DATA FOR THIS TASK below:
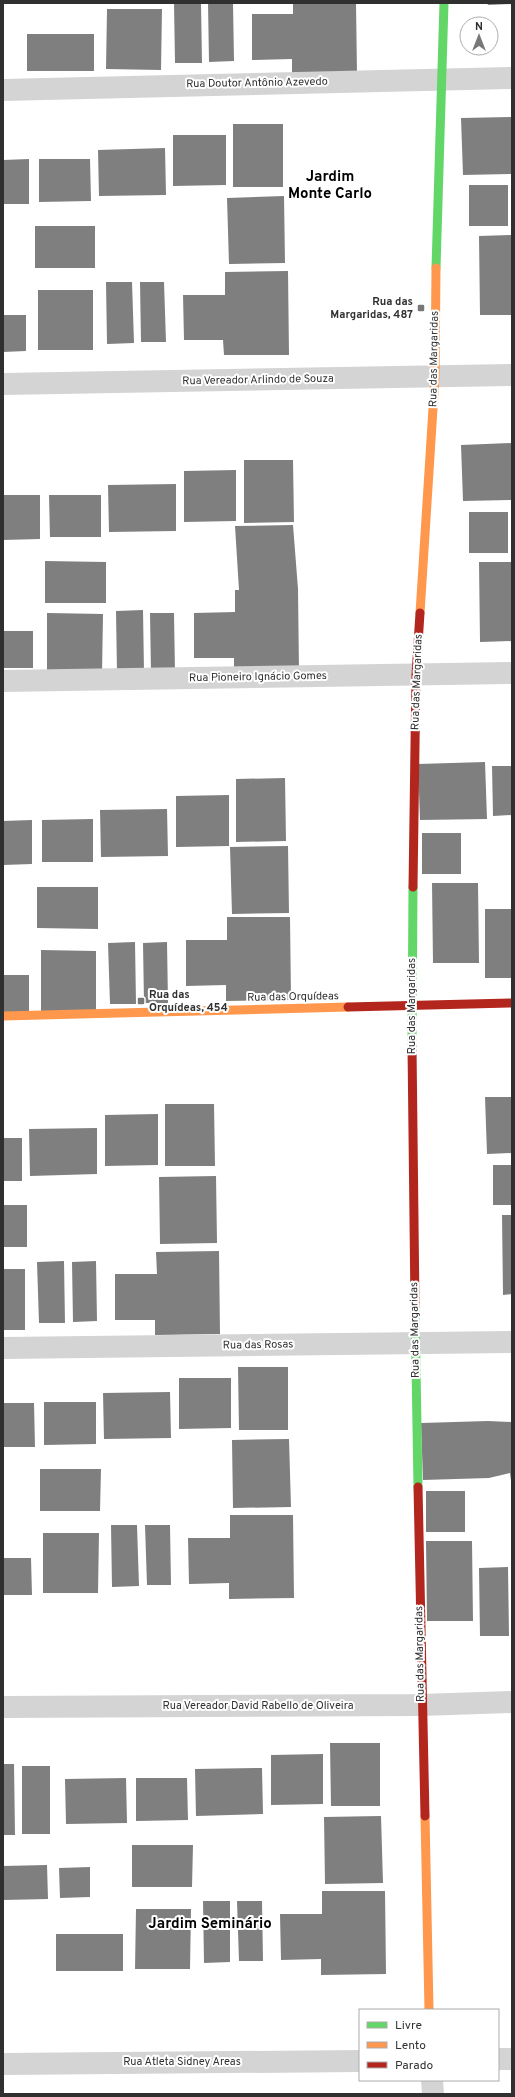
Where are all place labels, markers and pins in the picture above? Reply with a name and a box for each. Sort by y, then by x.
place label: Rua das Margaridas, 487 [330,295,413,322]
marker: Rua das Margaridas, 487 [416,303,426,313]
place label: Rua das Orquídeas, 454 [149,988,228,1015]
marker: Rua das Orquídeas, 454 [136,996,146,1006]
End of DATA FOR THIS TASK.
YOUR ASSIGNMENT
Please print each entry exactly as it stands, without the pictures.

REPLY TO THE EXERCISE
Where are all place labels, markers and pins in the picture above? Reply with a name and a box for each. Sort by y, then by x.
place label: Rua das Margaridas, 487 [330,295,413,322]
marker: Rua das Margaridas, 487 [416,303,426,313]
place label: Rua das Orquídeas, 454 [149,988,228,1015]
marker: Rua das Orquídeas, 454 [136,996,146,1006]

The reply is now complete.